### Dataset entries
========================================

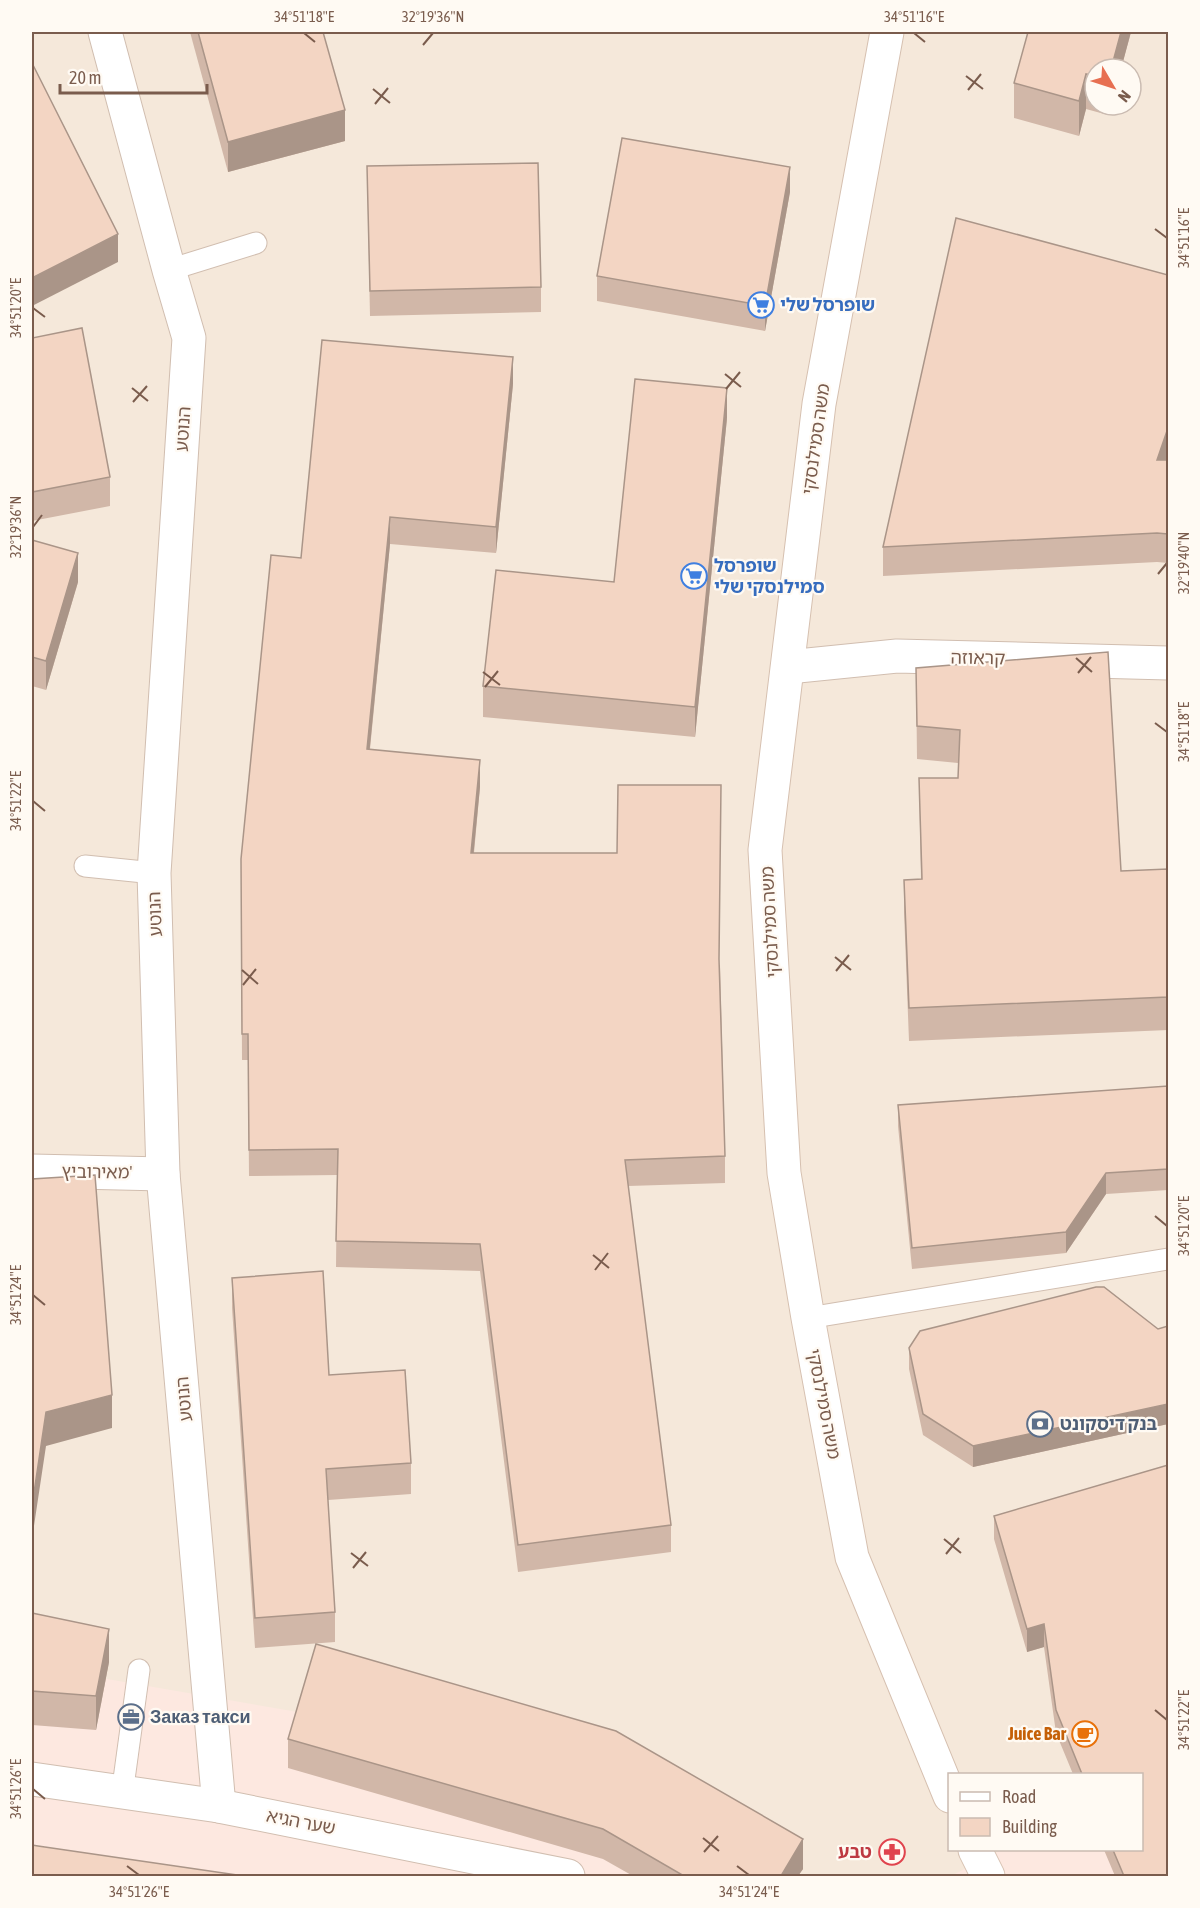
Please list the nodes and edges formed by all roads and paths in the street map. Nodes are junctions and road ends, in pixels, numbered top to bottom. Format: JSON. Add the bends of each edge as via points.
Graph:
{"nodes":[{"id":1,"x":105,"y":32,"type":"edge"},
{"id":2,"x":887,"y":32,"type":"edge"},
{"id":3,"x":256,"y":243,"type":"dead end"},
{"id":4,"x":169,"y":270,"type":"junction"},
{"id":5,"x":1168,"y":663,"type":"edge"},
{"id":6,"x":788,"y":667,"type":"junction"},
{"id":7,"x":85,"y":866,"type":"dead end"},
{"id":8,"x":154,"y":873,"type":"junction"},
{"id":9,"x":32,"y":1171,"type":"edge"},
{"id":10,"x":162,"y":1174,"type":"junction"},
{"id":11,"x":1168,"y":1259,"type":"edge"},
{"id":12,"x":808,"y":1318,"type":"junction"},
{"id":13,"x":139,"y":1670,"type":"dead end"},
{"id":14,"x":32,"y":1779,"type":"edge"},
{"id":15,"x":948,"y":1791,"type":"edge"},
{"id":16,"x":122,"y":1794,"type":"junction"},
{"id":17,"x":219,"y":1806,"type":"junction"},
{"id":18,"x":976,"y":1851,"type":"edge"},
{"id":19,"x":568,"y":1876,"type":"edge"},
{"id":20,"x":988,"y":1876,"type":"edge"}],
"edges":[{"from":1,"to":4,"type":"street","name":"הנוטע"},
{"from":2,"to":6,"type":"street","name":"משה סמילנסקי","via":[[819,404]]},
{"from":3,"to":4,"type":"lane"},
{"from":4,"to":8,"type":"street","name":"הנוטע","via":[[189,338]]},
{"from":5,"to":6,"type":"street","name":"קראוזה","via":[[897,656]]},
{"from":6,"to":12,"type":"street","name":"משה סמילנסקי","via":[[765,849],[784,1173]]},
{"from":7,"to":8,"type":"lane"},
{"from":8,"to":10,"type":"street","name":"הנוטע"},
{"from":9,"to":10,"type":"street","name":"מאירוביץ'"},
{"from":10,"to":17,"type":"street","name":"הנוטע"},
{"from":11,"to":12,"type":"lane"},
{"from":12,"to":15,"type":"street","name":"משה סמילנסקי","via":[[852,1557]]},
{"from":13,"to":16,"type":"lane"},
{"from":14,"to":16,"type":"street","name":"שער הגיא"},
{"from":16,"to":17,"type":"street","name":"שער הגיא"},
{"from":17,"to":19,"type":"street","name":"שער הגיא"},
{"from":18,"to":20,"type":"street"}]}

========================================

### Instructions for the task
All of the entries must be reproduced exactly, with no pictures kept.

### Output
Please list the nodes and edges formed by all roads and paths in the street map. Nodes are junctions and road ends, in pixels, numbered top to bottom. Format: JSON. Add the bends of each edge as via points.
Graph:
{"nodes":[{"id":1,"x":105,"y":32,"type":"edge"},
{"id":2,"x":887,"y":32,"type":"edge"},
{"id":3,"x":256,"y":243,"type":"dead end"},
{"id":4,"x":169,"y":270,"type":"junction"},
{"id":5,"x":1168,"y":663,"type":"edge"},
{"id":6,"x":788,"y":667,"type":"junction"},
{"id":7,"x":85,"y":866,"type":"dead end"},
{"id":8,"x":154,"y":873,"type":"junction"},
{"id":9,"x":32,"y":1171,"type":"edge"},
{"id":10,"x":162,"y":1174,"type":"junction"},
{"id":11,"x":1168,"y":1259,"type":"edge"},
{"id":12,"x":808,"y":1318,"type":"junction"},
{"id":13,"x":139,"y":1670,"type":"dead end"},
{"id":14,"x":32,"y":1779,"type":"edge"},
{"id":15,"x":948,"y":1791,"type":"edge"},
{"id":16,"x":122,"y":1794,"type":"junction"},
{"id":17,"x":219,"y":1806,"type":"junction"},
{"id":18,"x":976,"y":1851,"type":"edge"},
{"id":19,"x":568,"y":1876,"type":"edge"},
{"id":20,"x":988,"y":1876,"type":"edge"}],
"edges":[{"from":1,"to":4,"type":"street","name":"הנוטע"},
{"from":2,"to":6,"type":"street","name":"משה סמילנסקי","via":[[819,404]]},
{"from":3,"to":4,"type":"lane"},
{"from":4,"to":8,"type":"street","name":"הנוטע","via":[[189,338]]},
{"from":5,"to":6,"type":"street","name":"קראוזה","via":[[897,656]]},
{"from":6,"to":12,"type":"street","name":"משה סמילנסקי","via":[[765,849],[784,1173]]},
{"from":7,"to":8,"type":"lane"},
{"from":8,"to":10,"type":"street","name":"הנוטע"},
{"from":9,"to":10,"type":"street","name":"מאירוביץ'"},
{"from":10,"to":17,"type":"street","name":"הנוטע"},
{"from":11,"to":12,"type":"lane"},
{"from":12,"to":15,"type":"street","name":"משה סמילנסקי","via":[[852,1557]]},
{"from":13,"to":16,"type":"lane"},
{"from":14,"to":16,"type":"street","name":"שער הגיא"},
{"from":16,"to":17,"type":"street","name":"שער הגיא"},
{"from":17,"to":19,"type":"street","name":"שער הגיא"},
{"from":18,"to":20,"type":"street"}]}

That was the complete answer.